Return only those lines of the listing that hold the word "Pasco".

-------- GIVEN DATA

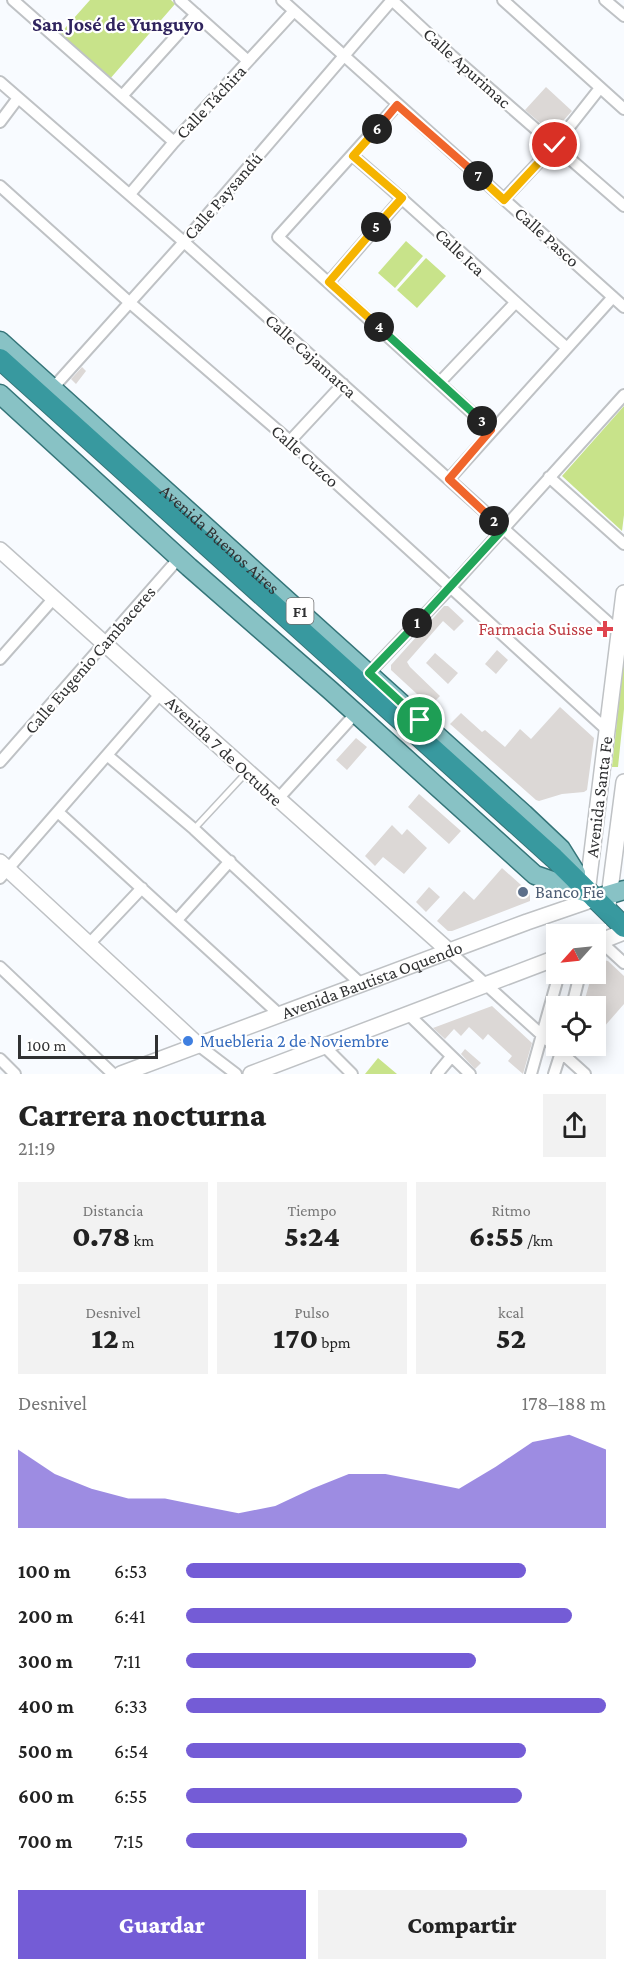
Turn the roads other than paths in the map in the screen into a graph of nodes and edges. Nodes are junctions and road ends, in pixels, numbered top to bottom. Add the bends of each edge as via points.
1 (12, 0) edge
2 (180, 0) edge
3 (282, 0) edge
4 (392, 0) edge
5 (503, 0) edge
6 (605, 0) edge
7 (294, 10) junction
8 (196, 14) junction
9 (624, 16) edge
10 (344, 55) junction
11 (248, 61) junction
12 (0, 81) edge
13 (600, 88) junction
14 (122, 96) junction
15 (18, 98) junction
16 (397, 105) junction
17 (624, 110) edge
18 (0, 122) edge
19 (174, 142) junction
20 (555, 145) junction
21 (353, 156) junction
22 (0, 186) edge
23 (130, 194) junction
24 (402, 198) junction
25 (504, 200) junction
26 (624, 206) edge
27 (184, 242) junction
28 (329, 282) junction
29 (613, 297) junction
30 (129, 302) junction
31 (515, 303) junction
32 (624, 307) edge
33 (0, 341) edge
34 (567, 348) junction
35 (0, 359) edge
36 (0, 375) edge
37 (440, 382) junction
38 (343, 384) junction
39 (52, 389) junction
40 (0, 394) edge
41 (624, 395) edge
42 (491, 430) junction
43 (290, 441) junction
44 (549, 477) junction
45 (449, 479) junction
46 (503, 529) junction
47 (624, 544) edge
48 (0, 550) edge
49 (179, 558) junction
50 (450, 588) junction
51 (624, 593) edge
52 (54, 598) junction
53 (620, 633) junction
54 (104, 644) junction
55 (1, 655) edge
56 (369, 673) junction
57 (161, 693) junction
58 (356, 713) junction
59 (607, 730) junction
60 (107, 754) junction
61 (0, 762) edge
62 (247, 771) junction
63 (624, 782) edge
64 (277, 800) junction
65 (58, 812) junction
66 (194, 829) junction
67 (230, 861) junction
68 (3, 870) edge
69 (142, 888) junction
70 (604, 898) edge
71 (177, 920) junction
72 (624, 927) edge
73 (624, 932) edge
74 (606, 939) edge
75 (90, 944) junction
76 (606, 948) edge
77 (450, 952) junction
78 (546, 962) edge
79 (624, 963) edge
80 (0, 967) edge
81 (361, 984) junction
82 (556, 984) edge
83 (484, 985) junction
84 (408, 1014) junction
85 (280, 1015) junction
86 (542, 1036) junction
87 (546, 1039) edge
88 (198, 1045) junction
89 (324, 1046) junction
90 (560, 1056) edge
91 (568, 1056) edge
92 (451, 1057) junction
93 (0, 1059) edge
94 (15, 1074) edge
95 (113, 1074) edge
96 (121, 1074) edge
97 (236, 1074) edge
98 (251, 1074) edge
99 (352, 1074) edge
100 (437, 1074) edge
101 (470, 1074) edge
102 (531, 1074) edge
103 (554, 1074) edge
104 (585, 1074) edge

1 - 14 street
2 - 8 street
3 - 7 street, Calle Pasco
4 - 10 street, Calle Paysandú
4 - 20 street, Calle Apurimac
5 - 13 street
6 - 9 street
7 - 10 street, Calle Pasco
7 - 11 street, Calle Táchira
8 - 11 street
8 - 14 street
10 - 16 street, Calle Pasco
10 - 27 street, Calle Paysandú
11 - 19 street, Calle Táchira
12 - 15 street, Calle Cajamarca
13 - 17 street
13 - 20 street
14 - 19 street
15 - 18 street
15 - 23 street, Calle Cajamarca
16 - 21 street
16 - 25 street, Calle Pasco
19 - 23 street, Calle Táchira
20 - 25 street
20 - 26 street, Calle Apurimac
21 - 24 street, Calle Ica
21 - 28 street via 278,237
22 - 30 street, Calle Cuzco
23 - 27 street, Calle Cajamarca
24 - 28 street
24 - 31 street, Calle Ica
25 - 29 street, Calle Pasco
27 - 30 street, Calle Paysandú
27 - 38 street, Calle Cajamarca
28 - 37 street
29 - 32 street, Calle Pasco
29 - 34 street
30 - 39 street, Calle Paysandú
30 - 43 street, Calle Cuzco
31 - 34 street, Calle Ica
31 - 37 street
33 - 39 main road, Avenida Buenos Aires / F1
34 - 42 street
35 - 70 highway, Avenida Buenos Aires / F1 via 554,858
36 - 70 highway, Avenida Buenos Aires / F1 via 549,867
37 - 42 street
38 - 43 street
38 - 45 street, Calle Cajamarca
39 - 56 main road, Avenida Buenos Aires / F1
40 - 49 main road, Avenida Buenos Aires
41 - 44 street
42 - 45 street
43 - 50 street, Calle Cuzco
44 - 46 street
44 - 47 street
45 - 46 street, Calle Cajamarca
46 - 50 street
46 - 53 street, Calle Cajamarca
48 - 52 main road, Avenida 7 de Octubre
49 - 54 street, Calle Eugenio Cambaceres
49 - 58 main road, Avenida Buenos Aires
50 - 56 street
50 - 59 street, Calle Cuzco
51 - 53 main road, Avenida Santa Fe
52 - 54 main road, Avenida 7 de Octubre
52 - 55 street
53 - 59 main road, Avenida Santa Fe
54 - 57 main road, Avenida 7 de Octubre
54 - 61 street, Calle Eugenio Cambaceres
56 - 70 main road, Avenida Buenos Aires / F1 via 561,849
57 - 60 street
57 - 62 main road, Avenida 7 de Octubre
58 - 64 street
58 - 70 main road, Avenida Buenos Aires via 535,875
59 - 70 main road, Avenida Santa Fe
60 - 65 street
60 - 66 street
62 - 64 main road, Avenida 7 de Octubre
62 - 66 lane
63 - 70 main road, Avenida Santa Fe
64 - 77 main road, Avenida 7 de Octubre
65 - 68 street
65 - 69 street
66 - 67 street
67 - 71 street
67 - 81 street
68 - 75 main road
69 - 71 street
69 - 75 street
70 - 72 highway, Avenida Buenos Aires / F1
70 - 77 main road, Avenida Bautista Oquendo
71 - 85 street
73 - 74 main road
75 - 88 main road
76 - 79 street
77 - 81 main road, Avenida Bautista Oquendo
77 - 83 street
78 - 83 main road
80 - 95 street
81 - 85 main road, Avenida Bautista Oquendo
82 - 86 street
83 - 84 main road
83 - 86 street
84 - 89 main road
84 - 92 street
85 - 88 main road, Avenida Bautista Oquendo
86 - 87 street
86 - 102 street
88 - 96 main road, Avenida Bautista Oquendo
88 - 97 street
89 - 98 main road
89 - 99 street
90 - 103 street
91 - 104 street
92 - 100 street
92 - 101 street
93 - 94 street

----------------

__WRITTEN ANSWER__:
3 - 7 street, Calle Pasco
7 - 10 street, Calle Pasco
10 - 16 street, Calle Pasco
16 - 25 street, Calle Pasco
25 - 29 street, Calle Pasco
29 - 32 street, Calle Pasco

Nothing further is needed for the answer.